Presenters: Richard Lehrer and Liz Penner
In this session, the presenters describe and exemplify how involving children (including grades K–3) in the production of representations and models of local ecosystems bootstraps their emerging understandings about ecosystem composition and function. The presenters illustrate how model construction and revision are ways of binding related practices of posing questions, constructing and analyzing data, communicating, and planning and conducting investigations. They also describe how this work is sustained and elaborated in a community of teachers.
ABOUT THE PRESENTERS:
Richard Lehrer, Professor, Vanderbilt University
Richard Lehrer is a Frank W. Mayborn Professor of Education at Vanderbilt University. Working in concert with teachers, he focuses on the design of classroom learning environments that support the growth and development of learning about foundational concepts and epistemic practices in science and in mathematics. In mathematics education, he investigates development of children’s (K–6) reasoning about space, measure, data, and chance when instruction is guided by teacher knowledge of student reasoning.
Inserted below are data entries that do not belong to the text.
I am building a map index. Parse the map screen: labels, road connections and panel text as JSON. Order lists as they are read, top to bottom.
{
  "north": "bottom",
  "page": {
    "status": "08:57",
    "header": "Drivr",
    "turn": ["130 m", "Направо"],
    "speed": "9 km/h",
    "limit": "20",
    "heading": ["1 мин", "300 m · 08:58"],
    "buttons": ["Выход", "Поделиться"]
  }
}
Closely related research conducted with Leona Schauble and with teacher-partners investigates fruitful ways of inducting children into the signature practice of science—invention and revision of models of natural systems. Most recently, this research has examined how children use invented and conventional representations and tools to inquire about and articulate the building blocks of evolution: variation, change, and ecosystem function. Other interests include the development of measures of learning consistent with the ambitions of the Common Core State Standards for Mathematics and the Next Generation Science Standards. He has served as co-editor of Cognition and Instruction and has contributed to several NRC committees, including one presently evaluating integrated STEM education and another examining science assessment in light of the new NRC framework for science education. Lehrer is a Fellow of the American Educational Research Association and the 2009 recipient of the American Psychological Association’s Award for Distinguished Contributions in Applications of Psychology to Education. A former science teacher, he received a PhD in Educational Psychology and Statistics from the State University of New York, Albany, and a BS in Biology from Rensselaer Polytechnic Institute.
Liz Penner, Primary Teacher, Verona Area School District, Verona, WI
Liz Penner is in her 20th year of teaching in the Verona Area School District in Wisconsin. She has taught grades 1–2 in a multiage classroom for her entire career. Penner has participated in university research collaborations focused on student thinking in mathematics and science throughout her career. Currently, she is partnering with Long Term Ecological Research (LTER) faculty at the University of Wisconsin (UW), Madison, and the City of Verona Department of Public Works to develop a local detention pond as a research site for students in the Verona Area School District, researchers at the University of Wisconsin, and city workers. Penner is also co-facilitating a year-long course with a Verona Area high school ecology teacher; staff from UW, Madison, Arboretum’s Earth Partnership for Schools (EPS); and LTER faculty to offer professional development to K–12 teachers around ecology and the Next Generation Science Standards. Penner began her partnership with UW, Madison, faculty Rich Lehrer and Leona Schauble in 1995 on their Modeling and Mathematics and Science project. She became a teacher facilitator on this project, leading staff in both summer and school-year curriculum development sessions. Penner was a site coordinator on an NSF-funded grant focused on the development of student learning constructs in ecology. She also participated in Earth Partnerships for Schools and contributed to its teacher curriculum publications on watershed ecology. Penner received her BS in Education and her MS in Cognitive Psychology from the University of Wisconsin, Madison.